Phylogenetic methods for quantitative trait mapping with complex data sets
Presenter
October 24, 2024
Abstract
Recent developments in association mapping methods along with improvements in sequencing technology have made it possible to link locations along the genome (single nucleotide polymorphisms, or SNPs) with quantitative traits in genome-wide association study (GWAS) data. Although this goal is central in the biological sciences, progress has been limited by the inability of existing methods to consider complex, but relevant, scenarios such as the simultaneous influence of genetic and external effects on quantitative trait(s) under study.

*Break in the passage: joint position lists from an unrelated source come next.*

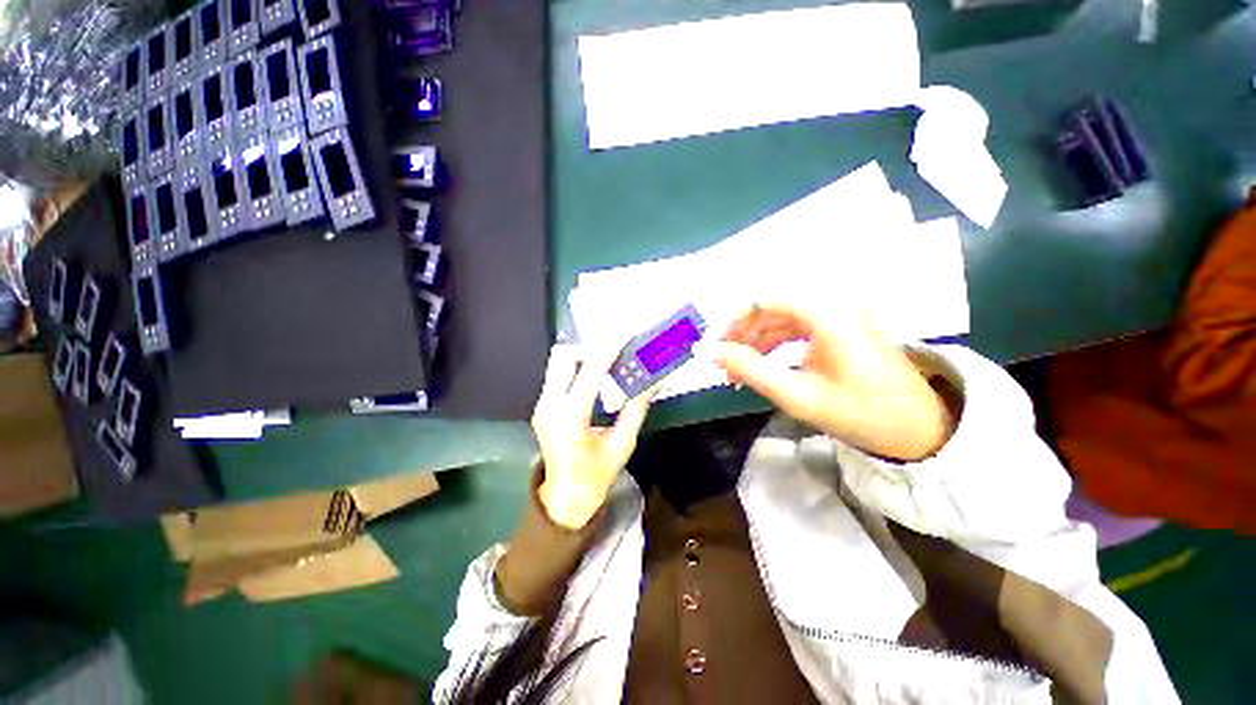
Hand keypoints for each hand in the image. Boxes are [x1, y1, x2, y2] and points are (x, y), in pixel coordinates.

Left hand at [531, 344, 657, 529]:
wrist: (566, 497)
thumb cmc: (597, 475)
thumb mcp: (622, 443)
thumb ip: (637, 408)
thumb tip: (655, 381)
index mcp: (571, 420)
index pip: (589, 373)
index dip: (608, 352)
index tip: (624, 338)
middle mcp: (550, 407)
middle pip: (563, 357)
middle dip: (590, 349)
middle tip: (614, 356)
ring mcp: (541, 405)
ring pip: (558, 362)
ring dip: (582, 357)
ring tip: (606, 366)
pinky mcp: (541, 405)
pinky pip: (557, 374)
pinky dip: (577, 368)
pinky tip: (594, 379)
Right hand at [710, 302, 955, 460]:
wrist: (919, 429)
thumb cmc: (860, 413)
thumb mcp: (797, 394)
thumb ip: (749, 369)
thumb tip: (709, 352)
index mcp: (826, 313)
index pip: (762, 298)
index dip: (731, 320)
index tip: (713, 346)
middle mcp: (832, 303)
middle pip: (770, 305)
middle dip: (741, 332)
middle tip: (722, 362)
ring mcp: (837, 314)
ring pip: (780, 316)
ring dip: (754, 339)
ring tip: (737, 370)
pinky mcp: (839, 328)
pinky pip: (795, 326)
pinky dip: (773, 343)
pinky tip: (762, 364)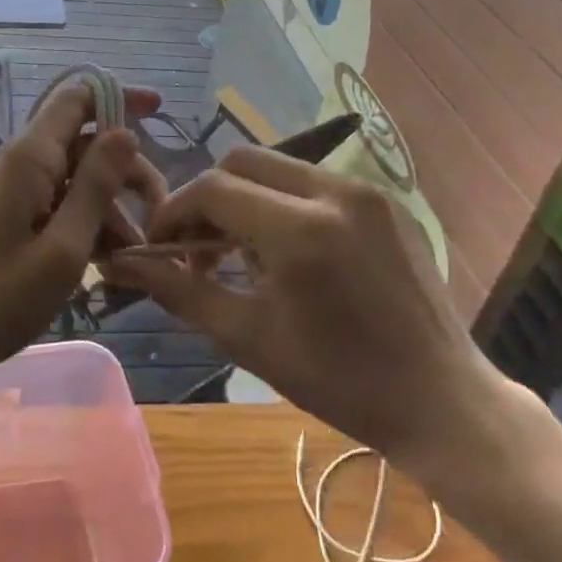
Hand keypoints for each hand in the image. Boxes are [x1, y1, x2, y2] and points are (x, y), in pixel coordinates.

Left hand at [0, 81, 166, 388]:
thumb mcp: (61, 250)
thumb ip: (96, 187)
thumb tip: (126, 132)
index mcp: (29, 158)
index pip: (77, 97)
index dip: (119, 96)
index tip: (160, 113)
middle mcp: (18, 164)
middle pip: (82, 143)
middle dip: (124, 169)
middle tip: (157, 213)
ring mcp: (8, 193)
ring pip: (72, 180)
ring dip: (107, 206)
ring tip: (132, 254)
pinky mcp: (3, 220)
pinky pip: (53, 206)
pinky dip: (83, 224)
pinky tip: (103, 263)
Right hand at [110, 146, 515, 489]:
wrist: (441, 400)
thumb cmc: (338, 381)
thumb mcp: (248, 338)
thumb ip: (179, 291)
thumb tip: (119, 264)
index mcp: (300, 229)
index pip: (213, 189)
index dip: (175, 212)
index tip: (161, 246)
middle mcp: (334, 191)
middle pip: (243, 161)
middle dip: (209, 198)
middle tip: (199, 247)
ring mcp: (366, 190)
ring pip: (278, 167)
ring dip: (247, 198)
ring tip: (244, 252)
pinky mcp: (386, 199)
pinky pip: (315, 181)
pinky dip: (285, 202)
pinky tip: (290, 251)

Traditional statistical modeling (e.g., regression-based methods) are computationally feasible and perform well in detecting external effects but may miss weaker genetic signals since they fail to consider uneven evolutionary relatedness among samples. For this reason, it is difficult to detect and localize SNPs associated with quantitative traits in GWAS using classical statistics. This talk will include a coalescent approach to search for SNPs associated with quantitative traits in GWAS data by considering the evolutionary history among SNPs using phylogenetic analysis, through both mixed model and Bayesian approaches. Performance of phylogenetic and classical methods will be evaluated using simulation data. An application to a deer mouse data set example to identify SNPs associated with tail stripe color variation will also be presented to demonstrate utility of phylogenetic analysis methods in practice.